Source records Start Marker

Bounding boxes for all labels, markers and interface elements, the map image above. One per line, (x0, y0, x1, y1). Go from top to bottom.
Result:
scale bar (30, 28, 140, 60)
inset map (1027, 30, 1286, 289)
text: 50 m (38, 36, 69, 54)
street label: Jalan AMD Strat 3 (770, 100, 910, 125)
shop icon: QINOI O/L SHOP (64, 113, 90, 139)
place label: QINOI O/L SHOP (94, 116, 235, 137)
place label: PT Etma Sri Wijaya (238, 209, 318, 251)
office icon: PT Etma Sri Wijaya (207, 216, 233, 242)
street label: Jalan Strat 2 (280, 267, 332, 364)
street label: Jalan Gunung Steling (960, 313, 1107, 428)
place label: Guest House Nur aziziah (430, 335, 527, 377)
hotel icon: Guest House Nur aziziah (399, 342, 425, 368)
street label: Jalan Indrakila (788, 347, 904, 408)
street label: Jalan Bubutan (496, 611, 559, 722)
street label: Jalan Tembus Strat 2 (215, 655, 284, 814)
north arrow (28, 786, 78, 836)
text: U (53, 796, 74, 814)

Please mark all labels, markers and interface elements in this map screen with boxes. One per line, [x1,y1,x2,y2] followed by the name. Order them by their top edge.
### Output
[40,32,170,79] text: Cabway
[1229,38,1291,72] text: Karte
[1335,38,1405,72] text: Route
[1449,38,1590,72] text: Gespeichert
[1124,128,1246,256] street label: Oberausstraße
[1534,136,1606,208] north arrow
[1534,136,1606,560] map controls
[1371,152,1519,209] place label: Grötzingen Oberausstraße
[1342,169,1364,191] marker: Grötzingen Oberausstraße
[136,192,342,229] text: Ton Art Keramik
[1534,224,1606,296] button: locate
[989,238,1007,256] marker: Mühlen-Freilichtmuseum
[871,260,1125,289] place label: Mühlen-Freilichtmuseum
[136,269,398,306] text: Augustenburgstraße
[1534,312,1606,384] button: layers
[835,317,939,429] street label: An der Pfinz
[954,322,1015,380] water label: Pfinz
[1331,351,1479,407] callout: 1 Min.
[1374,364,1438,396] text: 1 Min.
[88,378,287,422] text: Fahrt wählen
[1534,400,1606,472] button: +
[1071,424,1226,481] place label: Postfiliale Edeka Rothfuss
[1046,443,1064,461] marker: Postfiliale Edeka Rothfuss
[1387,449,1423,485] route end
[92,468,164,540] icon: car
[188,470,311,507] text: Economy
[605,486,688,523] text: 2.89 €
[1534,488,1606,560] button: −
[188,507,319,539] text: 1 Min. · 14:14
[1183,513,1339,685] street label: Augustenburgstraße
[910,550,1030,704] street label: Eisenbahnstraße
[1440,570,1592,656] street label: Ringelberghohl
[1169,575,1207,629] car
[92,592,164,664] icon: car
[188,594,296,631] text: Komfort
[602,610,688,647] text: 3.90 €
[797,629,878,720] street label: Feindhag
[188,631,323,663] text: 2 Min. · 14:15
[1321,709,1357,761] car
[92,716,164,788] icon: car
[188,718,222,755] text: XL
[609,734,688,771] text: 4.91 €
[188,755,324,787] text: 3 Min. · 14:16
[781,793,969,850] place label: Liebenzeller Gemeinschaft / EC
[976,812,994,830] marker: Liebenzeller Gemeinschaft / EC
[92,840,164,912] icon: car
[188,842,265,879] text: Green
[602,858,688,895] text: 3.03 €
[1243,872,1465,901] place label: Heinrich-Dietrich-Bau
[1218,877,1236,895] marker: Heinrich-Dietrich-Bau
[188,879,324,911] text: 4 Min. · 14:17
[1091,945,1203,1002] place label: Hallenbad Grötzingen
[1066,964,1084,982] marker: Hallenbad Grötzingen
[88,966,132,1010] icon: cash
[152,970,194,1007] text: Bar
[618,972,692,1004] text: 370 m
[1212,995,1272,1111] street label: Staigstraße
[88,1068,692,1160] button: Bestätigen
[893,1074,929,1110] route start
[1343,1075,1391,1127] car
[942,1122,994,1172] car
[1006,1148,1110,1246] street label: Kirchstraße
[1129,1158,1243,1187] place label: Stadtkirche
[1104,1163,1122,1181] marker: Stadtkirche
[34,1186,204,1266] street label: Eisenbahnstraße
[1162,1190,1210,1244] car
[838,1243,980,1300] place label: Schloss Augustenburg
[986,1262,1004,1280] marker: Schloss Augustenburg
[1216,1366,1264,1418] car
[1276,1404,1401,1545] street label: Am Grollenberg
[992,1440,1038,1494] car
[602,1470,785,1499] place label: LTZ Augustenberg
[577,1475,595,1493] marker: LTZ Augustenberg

Source records End Marker

Task description
Output every record exactly as written, with nothing dropped.

Solution to this problem
Bounding boxes for all labels, markers and interface elements, the map image above. One per line, (x0, y0, x1, y1). Go from top to bottom.
Result:
scale bar (30, 28, 140, 60)
inset map (1027, 30, 1286, 289)
text: 50 m (38, 36, 69, 54)
street label: Jalan AMD Strat 3 (770, 100, 910, 125)
shop icon: QINOI O/L SHOP (64, 113, 90, 139)
place label: QINOI O/L SHOP (94, 116, 235, 137)
place label: PT Etma Sri Wijaya (238, 209, 318, 251)
office icon: PT Etma Sri Wijaya (207, 216, 233, 242)
street label: Jalan Strat 2 (280, 267, 332, 364)
street label: Jalan Gunung Steling (960, 313, 1107, 428)
place label: Guest House Nur aziziah (430, 335, 527, 377)
hotel icon: Guest House Nur aziziah (399, 342, 425, 368)
street label: Jalan Indrakila (788, 347, 904, 408)
street label: Jalan Bubutan (496, 611, 559, 722)
street label: Jalan Tembus Strat 2 (215, 655, 284, 814)
north arrow (28, 786, 78, 836)
text: U (53, 796, 74, 814)

Please mark all labels, markers and interface elements in this map screen with boxes. One per line, [x1,y1,x2,y2] followed by the name. Order them by their top edge.
### Output
[40,32,170,79] text: Cabway
[1229,38,1291,72] text: Karte
[1335,38,1405,72] text: Route
[1449,38,1590,72] text: Gespeichert
[1124,128,1246,256] street label: Oberausstraße
[1534,136,1606,208] north arrow
[1534,136,1606,560] map controls
[1371,152,1519,209] place label: Grötzingen Oberausstraße
[1342,169,1364,191] marker: Grötzingen Oberausstraße
[136,192,342,229] text: Ton Art Keramik
[1534,224,1606,296] button: locate
[989,238,1007,256] marker: Mühlen-Freilichtmuseum
[871,260,1125,289] place label: Mühlen-Freilichtmuseum
[136,269,398,306] text: Augustenburgstraße
[1534,312,1606,384] button: layers
[835,317,939,429] street label: An der Pfinz
[954,322,1015,380] water label: Pfinz
[1331,351,1479,407] callout: 1 Min.
[1374,364,1438,396] text: 1 Min.
[88,378,287,422] text: Fahrt wählen
[1534,400,1606,472] button: +
[1071,424,1226,481] place label: Postfiliale Edeka Rothfuss
[1046,443,1064,461] marker: Postfiliale Edeka Rothfuss
[1387,449,1423,485] route end
[92,468,164,540] icon: car
[188,470,311,507] text: Economy
[605,486,688,523] text: 2.89 €
[1534,488,1606,560] button: −
[188,507,319,539] text: 1 Min. · 14:14
[1183,513,1339,685] street label: Augustenburgstraße
[910,550,1030,704] street label: Eisenbahnstraße
[1440,570,1592,656] street label: Ringelberghohl
[1169,575,1207,629] car
[92,592,164,664] icon: car
[188,594,296,631] text: Komfort
[602,610,688,647] text: 3.90 €
[797,629,878,720] street label: Feindhag
[188,631,323,663] text: 2 Min. · 14:15
[1321,709,1357,761] car
[92,716,164,788] icon: car
[188,718,222,755] text: XL
[609,734,688,771] text: 4.91 €
[188,755,324,787] text: 3 Min. · 14:16
[781,793,969,850] place label: Liebenzeller Gemeinschaft / EC
[976,812,994,830] marker: Liebenzeller Gemeinschaft / EC
[92,840,164,912] icon: car
[188,842,265,879] text: Green
[602,858,688,895] text: 3.03 €
[1243,872,1465,901] place label: Heinrich-Dietrich-Bau
[1218,877,1236,895] marker: Heinrich-Dietrich-Bau
[188,879,324,911] text: 4 Min. · 14:17
[1091,945,1203,1002] place label: Hallenbad Grötzingen
[1066,964,1084,982] marker: Hallenbad Grötzingen
[88,966,132,1010] icon: cash
[152,970,194,1007] text: Bar
[618,972,692,1004] text: 370 m
[1212,995,1272,1111] street label: Staigstraße
[88,1068,692,1160] button: Bestätigen
[893,1074,929,1110] route start
[1343,1075,1391,1127] car
[942,1122,994,1172] car
[1006,1148,1110,1246] street label: Kirchstraße
[1129,1158,1243,1187] place label: Stadtkirche
[1104,1163,1122,1181] marker: Stadtkirche
[34,1186,204,1266] street label: Eisenbahnstraße
[1162,1190,1210,1244] car
[838,1243,980,1300] place label: Schloss Augustenburg
[986,1262,1004,1280] marker: Schloss Augustenburg
[1216,1366,1264,1418] car
[1276,1404,1401,1545] street label: Am Grollenberg
[992,1440,1038,1494] car
[602,1470,785,1499] place label: LTZ Augustenberg
[577,1475,595,1493] marker: LTZ Augustenberg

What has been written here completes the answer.